**To do:** Would you restate the entries below word for word, leaving out the images?
++++ Data for processing
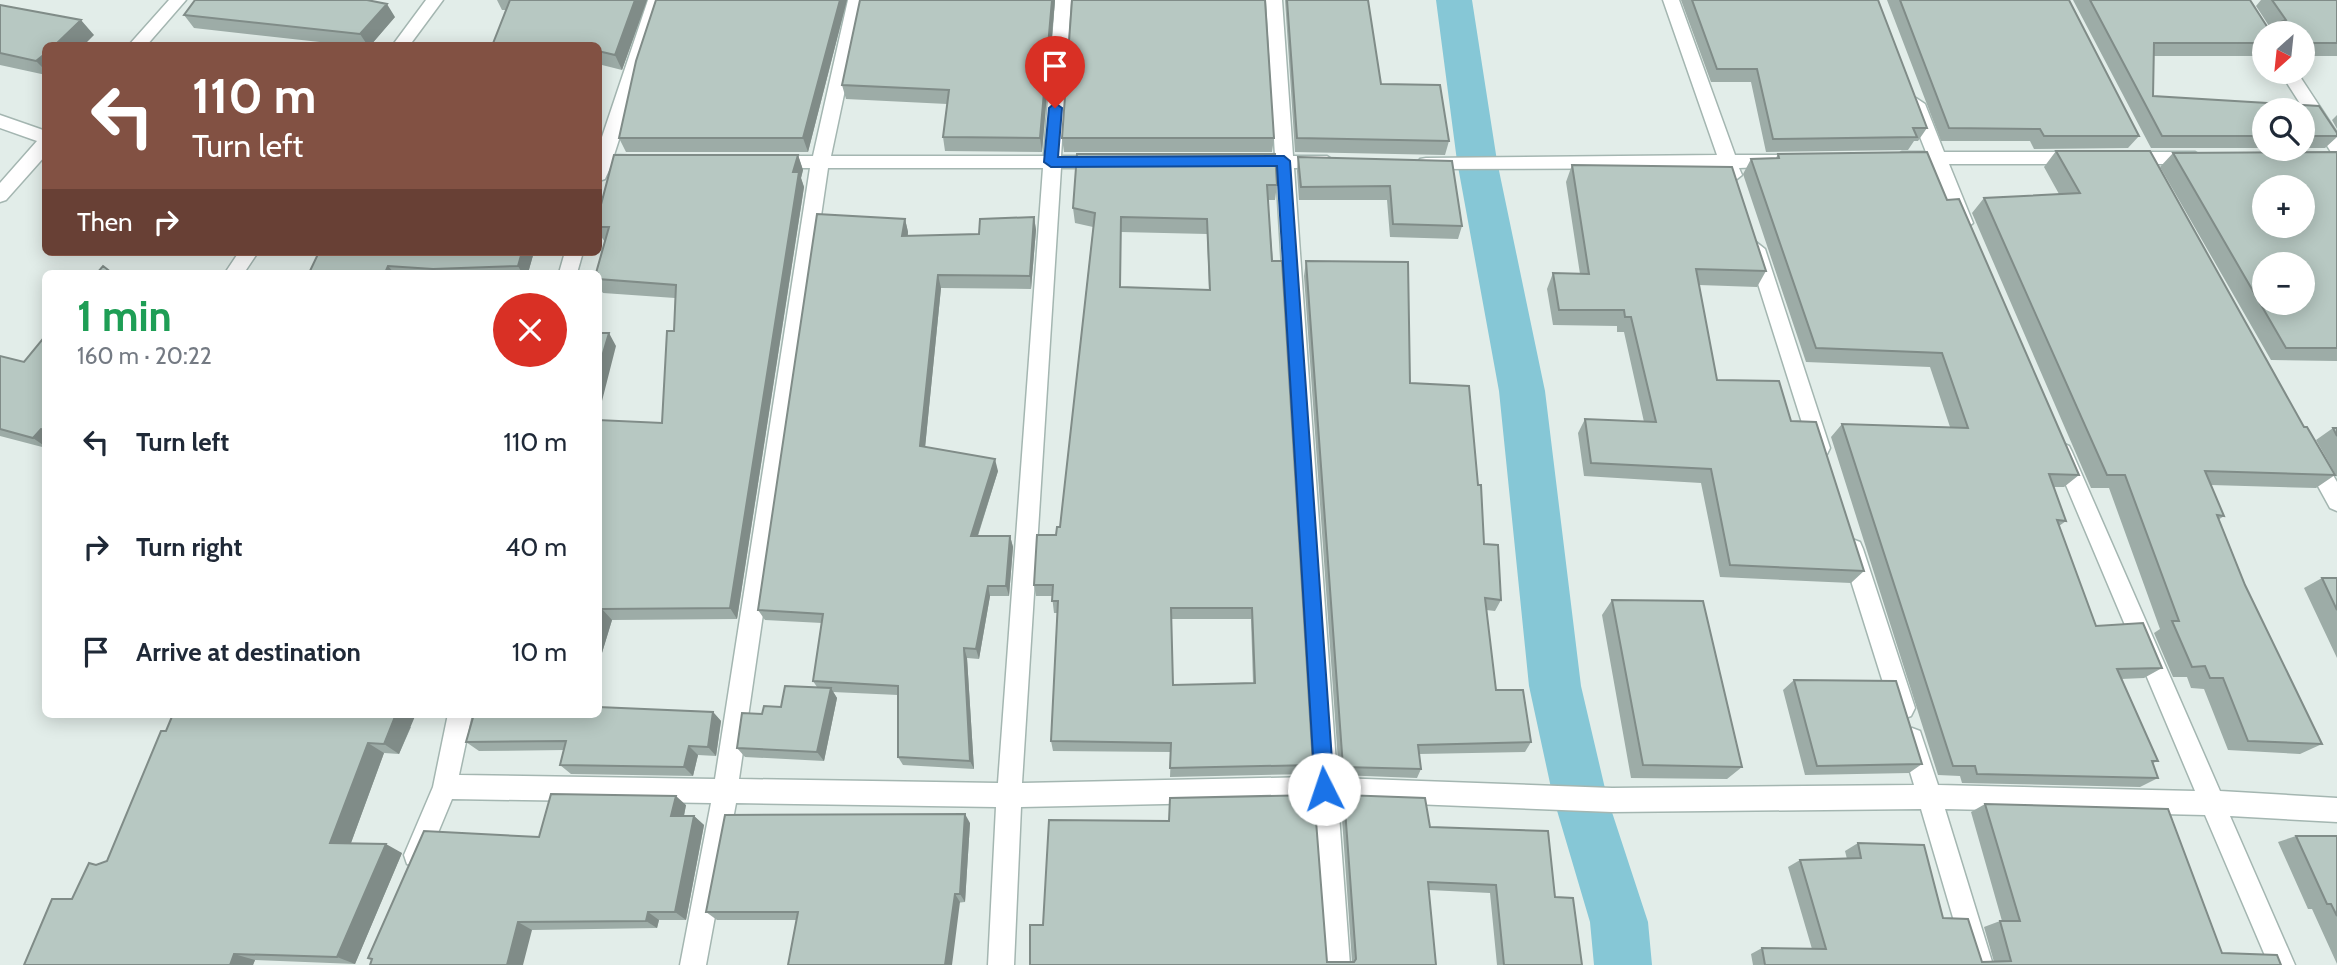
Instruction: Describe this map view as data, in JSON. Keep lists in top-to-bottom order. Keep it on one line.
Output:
{"north":"bottom left","page":{"map_buttons":["+","−"],"turn":["110 m","Turn left"],"then":"Then","heading":["1 min","160 m · 20:22"],"list":[{"name":"Turn left","value":"110 m"},{"name":"Turn right","value":"40 m"},{"name":"Arrive at destination","value":"10 m"}]}}
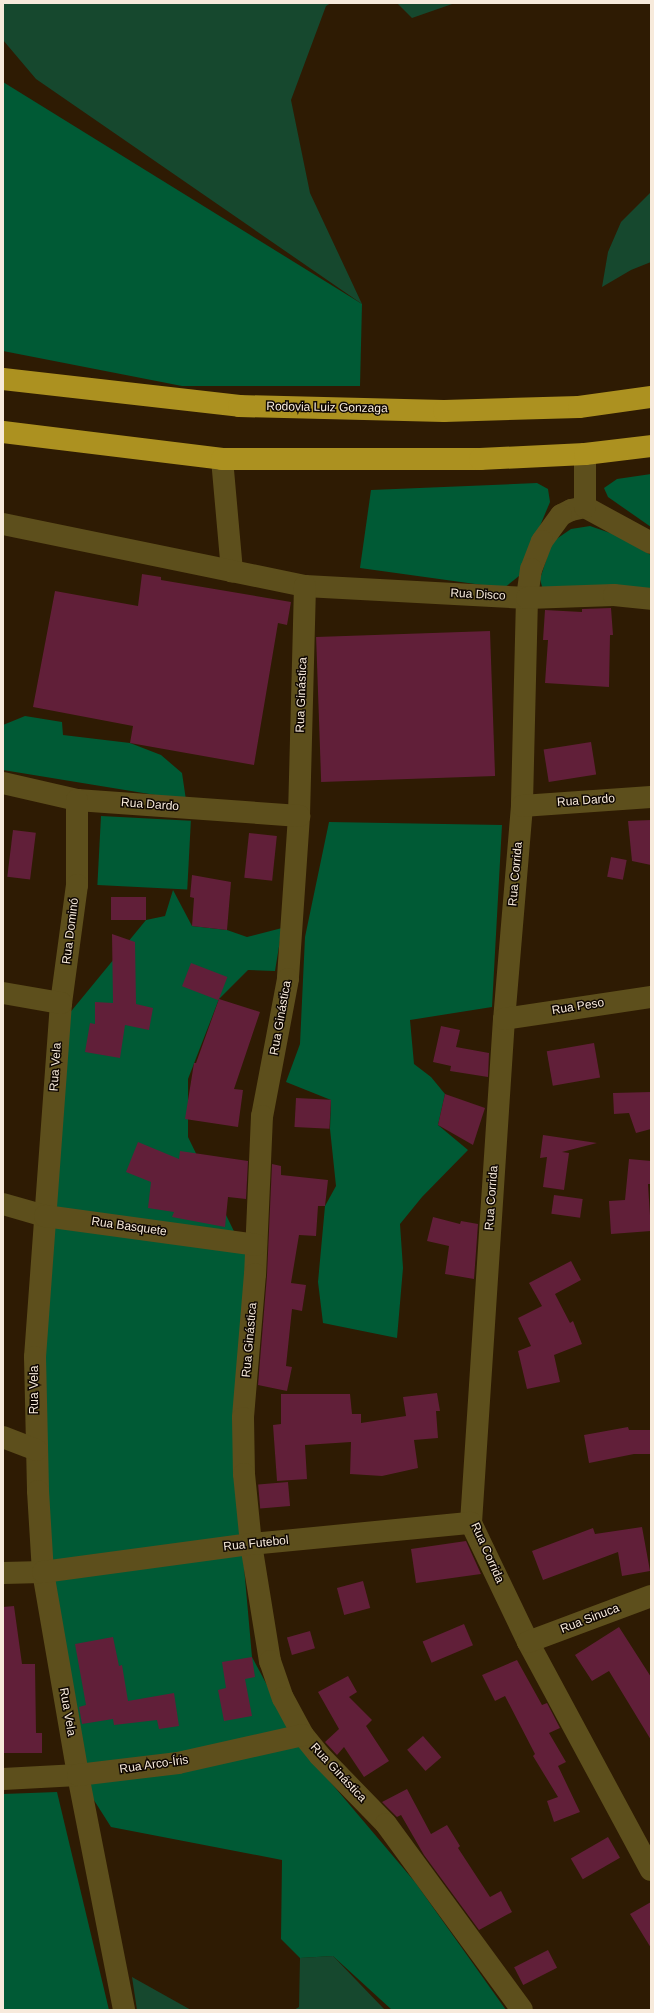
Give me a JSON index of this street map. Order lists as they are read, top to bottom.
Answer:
{
  "streets": {
    "highway": ["Rodovia Luiz Gonzaga"],
    "street": [
      "Rua Disco",
      "Rua Ginástica",
      "Rua Dardo",
      "Rua Corrida",
      "Rua Dominó",
      "Rua Peso",
      "Rua Vela",
      "Rua Basquete",
      "Rua Futebol",
      "Rua Sinuca",
      "Rua Arco-Íris"
    ]
  },
  "crossings": [
    ["Rua Disco", "Rua Ginástica"],
    ["Rua Disco", "Rua Corrida"],
    ["Rua Ginástica", "Rua Dardo"],
    ["Rua Ginástica", "Rua Basquete"],
    ["Rua Ginástica", "Rua Futebol"],
    ["Rua Ginástica", "Rua Arco-Íris"],
    ["Rua Dardo", "Rua Corrida"],
    ["Rua Dardo", "Rua Dominó"],
    ["Rua Corrida", "Rua Peso"],
    ["Rua Corrida", "Rua Futebol"],
    ["Rua Corrida", "Rua Sinuca"],
    ["Rua Dominó", "Rua Vela"],
    ["Rua Vela", "Rua Basquete"],
    ["Rua Vela", "Rua Futebol"],
    ["Rua Vela", "Rua Arco-Íris"]
  ]
}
++++++++
**Your solution:**
Instruction: Describe this map view as data, in JSON. Keep lists in top-to-bottom order. Keep it on one line.
Output:
{"north":"bottom left","page":{"map_buttons":["+","−"],"turn":["110 m","Turn left"],"then":"Then","heading":["1 min","160 m · 20:22"],"list":[{"name":"Turn left","value":"110 m"},{"name":"Turn right","value":"40 m"},{"name":"Arrive at destination","value":"10 m"}]}}
Give me a JSON index of this street map. Order lists as they are read, top to bottom.
Answer:
{
  "streets": {
    "highway": ["Rodovia Luiz Gonzaga"],
    "street": [
      "Rua Disco",
      "Rua Ginástica",
      "Rua Dardo",
      "Rua Corrida",
      "Rua Dominó",
      "Rua Peso",
      "Rua Vela",
      "Rua Basquete",
      "Rua Futebol",
      "Rua Sinuca",
      "Rua Arco-Íris"
    ]
  },
  "crossings": [
    ["Rua Disco", "Rua Ginástica"],
    ["Rua Disco", "Rua Corrida"],
    ["Rua Ginástica", "Rua Dardo"],
    ["Rua Ginástica", "Rua Basquete"],
    ["Rua Ginástica", "Rua Futebol"],
    ["Rua Ginástica", "Rua Arco-Íris"],
    ["Rua Dardo", "Rua Corrida"],
    ["Rua Dardo", "Rua Dominó"],
    ["Rua Corrida", "Rua Peso"],
    ["Rua Corrida", "Rua Futebol"],
    ["Rua Corrida", "Rua Sinuca"],
    ["Rua Dominó", "Rua Vela"],
    ["Rua Vela", "Rua Basquete"],
    ["Rua Vela", "Rua Futebol"],
    ["Rua Vela", "Rua Arco-Íris"]
  ]
}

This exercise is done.